Neurohormonas y citocinas en la insuficiencia cardíaca. Correlación con la reserva de flujo coronario
Otros títulos : 
Coma-Canella I, Macias A, Varo N, Sanchez Ibarrola A. Neurohormonas y citocinas en la insuficiencia cardíaca. Correlación con la reserva de flujo coronario. Rev Esp Cardiol 2005 Nov;58(11):1273-1277.
Palabras clave : 
Heart failure
Coronary flow reserve
Cytokines
Fecha de publicación : 
2005
Editorial : 
Elsevier España
ISSN : 
0300-8932
Cita: 
Coma-Canella, I. (Isabel); Macias, A. (Alfonso); Varo, N. (Nerea); et al. "Neurohormonas y citocinas en la insuficiencia cardíaca. Correlación con la reserva de flujo coronario". En . , 2005,
Resumen
Introduction and objectives. In heart failure, the coronary flow reserve (CFR) measured by positron-emission tomography (PET) is reduced. As neurohormone and cytokine levels are also altered in patients with the condition, our aim was to determine whether there is a correlation between CFR and neurohormone and cytokine levels. Patients and method. The study included 40 patients with heart failure but without ischemic heart disease.
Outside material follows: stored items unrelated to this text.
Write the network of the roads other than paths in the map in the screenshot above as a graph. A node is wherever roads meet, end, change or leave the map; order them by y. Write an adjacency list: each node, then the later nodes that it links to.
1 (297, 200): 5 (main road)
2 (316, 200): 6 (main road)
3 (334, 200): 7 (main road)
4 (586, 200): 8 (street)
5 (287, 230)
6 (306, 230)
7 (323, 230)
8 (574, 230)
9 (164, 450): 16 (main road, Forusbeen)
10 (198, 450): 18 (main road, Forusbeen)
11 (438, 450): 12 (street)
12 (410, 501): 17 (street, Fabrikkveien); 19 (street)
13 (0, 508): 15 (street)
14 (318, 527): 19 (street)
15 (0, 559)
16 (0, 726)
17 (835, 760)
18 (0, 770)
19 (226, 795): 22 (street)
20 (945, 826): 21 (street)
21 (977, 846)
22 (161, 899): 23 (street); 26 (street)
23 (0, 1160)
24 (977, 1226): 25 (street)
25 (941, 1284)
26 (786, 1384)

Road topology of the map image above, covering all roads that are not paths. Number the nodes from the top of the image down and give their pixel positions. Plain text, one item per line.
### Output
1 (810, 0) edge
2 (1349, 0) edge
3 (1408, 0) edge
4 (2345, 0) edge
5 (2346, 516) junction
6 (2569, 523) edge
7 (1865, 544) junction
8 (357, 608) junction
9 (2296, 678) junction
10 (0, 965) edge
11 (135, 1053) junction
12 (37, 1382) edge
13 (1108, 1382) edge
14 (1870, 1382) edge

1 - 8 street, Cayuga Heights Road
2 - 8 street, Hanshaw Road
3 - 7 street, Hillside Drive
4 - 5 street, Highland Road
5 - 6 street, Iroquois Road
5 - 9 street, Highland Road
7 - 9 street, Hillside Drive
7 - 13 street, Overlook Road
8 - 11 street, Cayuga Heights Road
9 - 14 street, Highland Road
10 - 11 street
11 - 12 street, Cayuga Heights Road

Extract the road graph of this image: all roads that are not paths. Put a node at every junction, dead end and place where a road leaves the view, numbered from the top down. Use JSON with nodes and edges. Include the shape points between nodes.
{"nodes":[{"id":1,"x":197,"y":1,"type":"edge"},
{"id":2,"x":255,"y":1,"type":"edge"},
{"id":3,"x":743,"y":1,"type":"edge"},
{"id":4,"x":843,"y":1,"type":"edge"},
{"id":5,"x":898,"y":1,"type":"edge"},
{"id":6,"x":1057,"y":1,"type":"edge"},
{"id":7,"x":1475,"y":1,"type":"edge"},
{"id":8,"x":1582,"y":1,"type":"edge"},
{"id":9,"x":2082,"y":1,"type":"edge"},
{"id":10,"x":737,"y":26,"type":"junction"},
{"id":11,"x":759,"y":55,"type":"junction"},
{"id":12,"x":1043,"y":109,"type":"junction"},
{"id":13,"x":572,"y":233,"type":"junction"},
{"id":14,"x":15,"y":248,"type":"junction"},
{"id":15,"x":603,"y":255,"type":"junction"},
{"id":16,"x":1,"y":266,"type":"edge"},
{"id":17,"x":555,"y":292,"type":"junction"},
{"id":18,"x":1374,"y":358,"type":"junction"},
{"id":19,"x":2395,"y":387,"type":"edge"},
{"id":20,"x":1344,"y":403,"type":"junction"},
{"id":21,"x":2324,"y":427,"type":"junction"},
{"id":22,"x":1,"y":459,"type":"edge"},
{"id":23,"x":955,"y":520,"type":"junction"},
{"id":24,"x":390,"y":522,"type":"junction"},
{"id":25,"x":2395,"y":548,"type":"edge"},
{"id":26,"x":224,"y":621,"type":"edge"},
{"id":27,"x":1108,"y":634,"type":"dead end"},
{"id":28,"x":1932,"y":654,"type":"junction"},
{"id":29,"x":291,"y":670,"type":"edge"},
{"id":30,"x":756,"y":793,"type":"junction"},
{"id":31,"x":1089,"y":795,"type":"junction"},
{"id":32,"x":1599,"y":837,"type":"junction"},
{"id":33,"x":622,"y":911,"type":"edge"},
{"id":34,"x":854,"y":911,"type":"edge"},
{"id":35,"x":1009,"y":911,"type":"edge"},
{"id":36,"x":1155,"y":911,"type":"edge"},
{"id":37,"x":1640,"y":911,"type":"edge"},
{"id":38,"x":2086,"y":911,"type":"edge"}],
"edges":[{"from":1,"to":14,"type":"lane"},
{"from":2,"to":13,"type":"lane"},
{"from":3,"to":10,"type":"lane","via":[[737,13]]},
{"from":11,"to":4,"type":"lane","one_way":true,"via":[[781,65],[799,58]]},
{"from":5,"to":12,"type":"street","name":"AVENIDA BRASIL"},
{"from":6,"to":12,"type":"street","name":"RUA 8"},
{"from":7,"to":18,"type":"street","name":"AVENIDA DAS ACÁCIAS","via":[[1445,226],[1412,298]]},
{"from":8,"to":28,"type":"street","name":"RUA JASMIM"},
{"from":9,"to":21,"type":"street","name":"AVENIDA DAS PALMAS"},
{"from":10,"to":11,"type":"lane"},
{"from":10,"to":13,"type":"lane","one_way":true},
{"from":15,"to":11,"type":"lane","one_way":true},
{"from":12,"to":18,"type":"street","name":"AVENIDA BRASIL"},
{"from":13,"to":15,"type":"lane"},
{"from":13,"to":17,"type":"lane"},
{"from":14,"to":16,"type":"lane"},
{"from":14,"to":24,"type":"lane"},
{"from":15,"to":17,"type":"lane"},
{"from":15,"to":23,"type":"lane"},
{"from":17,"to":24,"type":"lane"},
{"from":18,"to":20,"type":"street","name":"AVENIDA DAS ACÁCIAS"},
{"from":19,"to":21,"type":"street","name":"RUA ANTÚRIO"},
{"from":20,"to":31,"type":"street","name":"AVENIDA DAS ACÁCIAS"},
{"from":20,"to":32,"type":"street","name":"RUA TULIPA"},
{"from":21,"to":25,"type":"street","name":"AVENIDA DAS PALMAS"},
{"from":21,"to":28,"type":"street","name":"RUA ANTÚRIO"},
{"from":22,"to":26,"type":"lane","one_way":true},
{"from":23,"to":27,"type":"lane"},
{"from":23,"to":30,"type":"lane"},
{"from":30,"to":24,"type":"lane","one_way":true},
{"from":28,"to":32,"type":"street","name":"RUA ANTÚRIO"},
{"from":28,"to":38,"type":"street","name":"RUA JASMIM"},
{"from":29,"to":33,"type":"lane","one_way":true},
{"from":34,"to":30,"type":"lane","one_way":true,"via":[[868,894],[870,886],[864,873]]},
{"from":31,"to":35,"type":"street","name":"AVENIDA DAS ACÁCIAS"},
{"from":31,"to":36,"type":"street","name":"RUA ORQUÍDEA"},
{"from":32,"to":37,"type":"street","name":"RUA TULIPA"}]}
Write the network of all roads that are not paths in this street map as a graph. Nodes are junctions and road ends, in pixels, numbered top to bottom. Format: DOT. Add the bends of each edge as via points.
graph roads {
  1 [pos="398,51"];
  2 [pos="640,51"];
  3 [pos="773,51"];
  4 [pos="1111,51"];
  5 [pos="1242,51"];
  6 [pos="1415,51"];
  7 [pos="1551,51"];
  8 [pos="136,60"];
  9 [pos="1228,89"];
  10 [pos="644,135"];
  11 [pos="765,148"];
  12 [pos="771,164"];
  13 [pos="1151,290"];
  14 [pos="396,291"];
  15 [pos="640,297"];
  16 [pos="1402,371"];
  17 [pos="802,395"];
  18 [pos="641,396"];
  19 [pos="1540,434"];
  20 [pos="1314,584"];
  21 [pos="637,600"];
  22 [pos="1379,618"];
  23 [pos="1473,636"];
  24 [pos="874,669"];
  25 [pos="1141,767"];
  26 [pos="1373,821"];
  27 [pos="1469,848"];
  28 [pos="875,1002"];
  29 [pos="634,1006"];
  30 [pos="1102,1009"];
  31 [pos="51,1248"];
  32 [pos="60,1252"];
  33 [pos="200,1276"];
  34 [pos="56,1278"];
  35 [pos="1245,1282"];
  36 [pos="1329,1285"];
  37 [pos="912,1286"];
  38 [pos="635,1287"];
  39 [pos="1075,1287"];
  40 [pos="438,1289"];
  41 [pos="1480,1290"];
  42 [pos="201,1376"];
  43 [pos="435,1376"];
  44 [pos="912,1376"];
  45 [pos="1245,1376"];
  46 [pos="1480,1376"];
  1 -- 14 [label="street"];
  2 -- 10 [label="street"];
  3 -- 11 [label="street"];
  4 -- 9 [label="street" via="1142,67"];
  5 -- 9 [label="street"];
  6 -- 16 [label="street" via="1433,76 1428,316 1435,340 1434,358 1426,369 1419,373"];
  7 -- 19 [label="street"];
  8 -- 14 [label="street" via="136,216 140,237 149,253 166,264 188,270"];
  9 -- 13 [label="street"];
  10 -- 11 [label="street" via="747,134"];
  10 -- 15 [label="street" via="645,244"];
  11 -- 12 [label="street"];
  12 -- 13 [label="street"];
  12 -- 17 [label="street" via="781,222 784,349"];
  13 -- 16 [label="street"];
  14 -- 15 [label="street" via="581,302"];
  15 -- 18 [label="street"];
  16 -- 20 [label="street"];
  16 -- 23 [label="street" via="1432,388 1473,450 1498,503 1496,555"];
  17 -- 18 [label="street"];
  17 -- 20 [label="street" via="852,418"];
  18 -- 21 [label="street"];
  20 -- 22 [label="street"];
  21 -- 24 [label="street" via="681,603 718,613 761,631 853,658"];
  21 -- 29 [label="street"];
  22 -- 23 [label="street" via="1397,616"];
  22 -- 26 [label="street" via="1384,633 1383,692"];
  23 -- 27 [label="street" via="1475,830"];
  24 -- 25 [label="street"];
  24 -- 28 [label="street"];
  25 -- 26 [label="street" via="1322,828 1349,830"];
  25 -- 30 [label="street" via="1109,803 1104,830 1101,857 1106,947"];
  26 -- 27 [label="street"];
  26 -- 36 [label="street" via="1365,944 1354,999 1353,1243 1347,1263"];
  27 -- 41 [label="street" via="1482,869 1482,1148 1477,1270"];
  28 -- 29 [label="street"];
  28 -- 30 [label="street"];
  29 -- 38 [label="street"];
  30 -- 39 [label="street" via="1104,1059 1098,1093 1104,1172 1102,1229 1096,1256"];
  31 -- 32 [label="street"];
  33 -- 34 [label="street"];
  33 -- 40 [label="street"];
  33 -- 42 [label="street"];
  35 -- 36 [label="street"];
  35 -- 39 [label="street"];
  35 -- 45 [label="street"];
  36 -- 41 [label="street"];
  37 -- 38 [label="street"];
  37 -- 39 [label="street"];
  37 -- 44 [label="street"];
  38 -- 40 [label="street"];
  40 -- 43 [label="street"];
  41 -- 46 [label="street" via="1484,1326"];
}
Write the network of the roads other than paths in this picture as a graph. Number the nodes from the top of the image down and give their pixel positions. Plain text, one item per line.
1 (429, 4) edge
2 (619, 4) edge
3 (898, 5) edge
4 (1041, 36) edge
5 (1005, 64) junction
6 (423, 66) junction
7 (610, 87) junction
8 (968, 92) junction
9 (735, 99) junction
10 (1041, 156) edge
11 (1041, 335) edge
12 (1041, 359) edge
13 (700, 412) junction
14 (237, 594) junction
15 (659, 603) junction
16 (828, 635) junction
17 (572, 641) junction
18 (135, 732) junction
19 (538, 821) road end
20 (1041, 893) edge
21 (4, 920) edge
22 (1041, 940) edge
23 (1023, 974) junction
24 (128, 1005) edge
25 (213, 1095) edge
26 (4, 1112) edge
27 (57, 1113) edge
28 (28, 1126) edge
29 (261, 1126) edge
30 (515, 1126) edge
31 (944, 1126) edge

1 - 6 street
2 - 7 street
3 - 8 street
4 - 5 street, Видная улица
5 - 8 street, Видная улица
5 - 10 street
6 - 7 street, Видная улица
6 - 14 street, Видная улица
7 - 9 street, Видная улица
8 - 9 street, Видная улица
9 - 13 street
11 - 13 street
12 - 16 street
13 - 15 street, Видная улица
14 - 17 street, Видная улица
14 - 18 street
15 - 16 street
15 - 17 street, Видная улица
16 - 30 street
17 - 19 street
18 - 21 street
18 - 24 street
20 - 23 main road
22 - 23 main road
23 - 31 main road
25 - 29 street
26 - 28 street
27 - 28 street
Myocardial blood flow was measured by PET using nitrogen- 13 ammonia at baseline and during ATP infusion. The CFR was calculated for each patient. In addition, levels of the following were determined: norepinephrine, endothelin- 1, angiotensin-II, atrial natriuretic peptide (ANP), brain natriuretic peptide (BNP), tumor necrosis factor-alpha, interleukin (IL)-1β, soluble IL-2 receptor, and IL-6. Results. All neurohormone levels were elevated above reference values. The levels of all cytokines, except IL-1β, were also elevated. There was a significant negative correlation between CFR and the levels of several neurohormones: ANP (r=–0.476), BNP (r=–0.442), and IL-6 (r=–0.509). Conclusions. In heart failure, the decrease in CFR is correlated with increases in the levels of certain neurohormones (i.e., ANP and BNP) and cytokines (i.e., IL-6), with vasodilatory effect. These increases are probably are related to compensatory mechanisms that are unable to correct for the endothelial dysfunction present in these patients.